Anyway, in the movie this rather depressed woman starts a blog, and it seems to make her feel better. Of course her's has, or had I suppose, more purpose than mine, but I think it's still worth a try.

In high school I did ballet every day and ate very little. I weighed 100 lbs. sopping wet. Now, five years and more than one emotional roller coaster later, I weigh 193.8 lbs. So my main New Year's Resolution is to lose weight. I guess that's the Resolution half the world is making today, so I guess I'll just add my name to that list of people. I now have a calendar with ballet dancers on it and my hope is that looking at the calendar with the beautiful dancers of the Austin Ballet will inspire me to really work at it. Every day I weigh myself I'm going to write it down on there. It works in my head, I guess we'll have to wait and see how well it will work in actuality.

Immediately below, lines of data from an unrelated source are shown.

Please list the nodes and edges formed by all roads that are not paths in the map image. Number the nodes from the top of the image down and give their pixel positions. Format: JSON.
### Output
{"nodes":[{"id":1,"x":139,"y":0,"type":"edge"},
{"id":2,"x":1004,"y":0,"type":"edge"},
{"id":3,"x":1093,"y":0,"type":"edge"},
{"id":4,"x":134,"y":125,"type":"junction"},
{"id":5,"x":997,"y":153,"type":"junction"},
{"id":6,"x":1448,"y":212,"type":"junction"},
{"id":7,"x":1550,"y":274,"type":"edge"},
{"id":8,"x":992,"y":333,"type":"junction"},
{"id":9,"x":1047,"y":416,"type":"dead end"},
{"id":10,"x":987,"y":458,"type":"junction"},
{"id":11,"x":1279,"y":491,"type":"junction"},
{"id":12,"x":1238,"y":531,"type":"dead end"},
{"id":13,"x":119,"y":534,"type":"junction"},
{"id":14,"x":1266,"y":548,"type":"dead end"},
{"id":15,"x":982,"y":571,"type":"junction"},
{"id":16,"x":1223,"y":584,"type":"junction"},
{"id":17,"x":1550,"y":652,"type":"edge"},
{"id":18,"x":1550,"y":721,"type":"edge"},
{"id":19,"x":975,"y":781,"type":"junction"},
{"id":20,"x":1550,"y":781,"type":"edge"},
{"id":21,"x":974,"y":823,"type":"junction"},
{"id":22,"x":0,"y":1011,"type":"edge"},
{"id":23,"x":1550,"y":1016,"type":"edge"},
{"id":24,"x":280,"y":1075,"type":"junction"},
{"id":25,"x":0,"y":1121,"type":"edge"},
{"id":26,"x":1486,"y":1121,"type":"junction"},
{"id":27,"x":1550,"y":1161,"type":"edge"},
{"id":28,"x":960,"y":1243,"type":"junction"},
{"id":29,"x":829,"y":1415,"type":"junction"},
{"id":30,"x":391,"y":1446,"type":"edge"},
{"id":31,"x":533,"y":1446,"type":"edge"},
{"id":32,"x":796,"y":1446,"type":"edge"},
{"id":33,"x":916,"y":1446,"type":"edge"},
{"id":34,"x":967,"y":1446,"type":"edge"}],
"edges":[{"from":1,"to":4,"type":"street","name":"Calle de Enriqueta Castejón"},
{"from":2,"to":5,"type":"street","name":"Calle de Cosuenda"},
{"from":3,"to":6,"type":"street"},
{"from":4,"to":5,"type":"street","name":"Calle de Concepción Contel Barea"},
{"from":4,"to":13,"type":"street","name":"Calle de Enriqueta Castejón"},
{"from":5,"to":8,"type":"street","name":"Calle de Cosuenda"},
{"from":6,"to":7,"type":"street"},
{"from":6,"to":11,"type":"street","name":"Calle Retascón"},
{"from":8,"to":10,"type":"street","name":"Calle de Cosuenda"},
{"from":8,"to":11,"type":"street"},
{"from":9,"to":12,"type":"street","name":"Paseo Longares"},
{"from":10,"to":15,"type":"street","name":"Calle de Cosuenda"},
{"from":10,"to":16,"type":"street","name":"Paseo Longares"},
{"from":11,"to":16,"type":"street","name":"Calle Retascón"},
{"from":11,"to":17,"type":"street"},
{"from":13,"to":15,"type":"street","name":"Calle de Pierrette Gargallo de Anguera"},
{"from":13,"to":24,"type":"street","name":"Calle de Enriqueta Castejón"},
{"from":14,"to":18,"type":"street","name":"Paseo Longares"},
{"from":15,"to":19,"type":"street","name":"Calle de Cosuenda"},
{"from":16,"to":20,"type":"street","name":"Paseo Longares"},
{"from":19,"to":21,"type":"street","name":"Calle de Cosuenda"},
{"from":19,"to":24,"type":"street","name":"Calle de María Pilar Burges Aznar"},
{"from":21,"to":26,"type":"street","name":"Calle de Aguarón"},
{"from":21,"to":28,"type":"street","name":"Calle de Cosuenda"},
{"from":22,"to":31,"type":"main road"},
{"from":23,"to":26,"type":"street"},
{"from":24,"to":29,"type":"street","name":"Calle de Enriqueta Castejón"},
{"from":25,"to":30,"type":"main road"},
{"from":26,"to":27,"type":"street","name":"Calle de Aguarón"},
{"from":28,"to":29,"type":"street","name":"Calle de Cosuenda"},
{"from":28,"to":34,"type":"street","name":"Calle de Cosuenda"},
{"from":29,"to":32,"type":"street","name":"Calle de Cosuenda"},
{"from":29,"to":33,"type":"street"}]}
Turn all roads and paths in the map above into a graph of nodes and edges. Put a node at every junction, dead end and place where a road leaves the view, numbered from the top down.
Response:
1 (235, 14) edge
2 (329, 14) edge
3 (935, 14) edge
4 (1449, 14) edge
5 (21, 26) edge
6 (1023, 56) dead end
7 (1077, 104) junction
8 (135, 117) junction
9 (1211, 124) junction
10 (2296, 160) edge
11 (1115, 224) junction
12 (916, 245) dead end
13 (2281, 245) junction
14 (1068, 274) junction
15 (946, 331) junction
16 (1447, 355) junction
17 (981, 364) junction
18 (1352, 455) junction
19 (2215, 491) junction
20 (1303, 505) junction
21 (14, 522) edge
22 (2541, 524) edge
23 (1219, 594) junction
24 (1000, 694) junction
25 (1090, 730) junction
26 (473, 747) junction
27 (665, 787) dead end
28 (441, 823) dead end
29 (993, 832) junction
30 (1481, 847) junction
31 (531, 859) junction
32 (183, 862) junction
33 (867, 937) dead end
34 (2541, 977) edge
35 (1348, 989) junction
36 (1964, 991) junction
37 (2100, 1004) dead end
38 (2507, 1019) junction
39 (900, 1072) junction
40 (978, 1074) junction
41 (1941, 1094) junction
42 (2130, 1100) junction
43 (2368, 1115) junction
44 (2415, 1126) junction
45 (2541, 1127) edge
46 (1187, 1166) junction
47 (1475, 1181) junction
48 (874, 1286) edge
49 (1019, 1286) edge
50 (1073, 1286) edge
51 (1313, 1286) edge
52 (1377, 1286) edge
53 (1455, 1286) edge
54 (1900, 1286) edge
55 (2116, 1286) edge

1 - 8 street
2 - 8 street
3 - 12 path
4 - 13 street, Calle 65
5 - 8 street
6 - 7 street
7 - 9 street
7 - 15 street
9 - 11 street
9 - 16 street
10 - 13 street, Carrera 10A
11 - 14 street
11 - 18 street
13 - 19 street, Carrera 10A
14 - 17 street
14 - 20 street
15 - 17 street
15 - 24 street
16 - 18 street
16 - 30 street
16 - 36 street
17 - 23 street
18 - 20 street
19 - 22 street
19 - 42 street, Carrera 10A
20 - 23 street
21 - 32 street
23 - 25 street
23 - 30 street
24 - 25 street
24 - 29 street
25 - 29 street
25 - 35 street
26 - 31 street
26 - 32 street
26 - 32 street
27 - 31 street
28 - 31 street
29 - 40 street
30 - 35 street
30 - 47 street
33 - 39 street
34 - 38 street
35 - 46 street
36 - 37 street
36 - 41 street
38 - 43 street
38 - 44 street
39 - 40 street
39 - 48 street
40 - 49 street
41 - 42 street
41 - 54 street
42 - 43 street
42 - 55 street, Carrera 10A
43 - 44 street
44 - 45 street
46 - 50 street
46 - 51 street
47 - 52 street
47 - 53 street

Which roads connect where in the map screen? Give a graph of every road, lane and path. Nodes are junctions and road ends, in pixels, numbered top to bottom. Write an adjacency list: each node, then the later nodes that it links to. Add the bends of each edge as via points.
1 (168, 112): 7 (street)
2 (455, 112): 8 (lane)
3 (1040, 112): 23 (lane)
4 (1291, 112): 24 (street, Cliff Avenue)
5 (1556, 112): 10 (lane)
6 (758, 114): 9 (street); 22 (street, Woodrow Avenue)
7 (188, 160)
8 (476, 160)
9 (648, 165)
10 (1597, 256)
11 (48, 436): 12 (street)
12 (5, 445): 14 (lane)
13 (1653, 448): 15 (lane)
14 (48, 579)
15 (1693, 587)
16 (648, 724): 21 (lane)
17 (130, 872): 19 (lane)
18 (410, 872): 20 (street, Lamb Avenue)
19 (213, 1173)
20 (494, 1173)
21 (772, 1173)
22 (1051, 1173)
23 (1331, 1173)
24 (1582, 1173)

My third Resolution is to write without shame and without hesitation. And the same goes for posting on this blog. Even if I offend someone (which seems unlikely considering the number of people reading this and the more substantial number of those not reading it) (I really hope that I don't offend anyone though) I'm not going to apologize.

So, those are my resolutions. I think that those, along with continued regularity with my Zoloft should lead to a happy year overall.

And to encourage myself I'm going to post the short story I'm going to take to the first day of my writing class next semester. It needs a lot of revision, but I think it's actually pretty good.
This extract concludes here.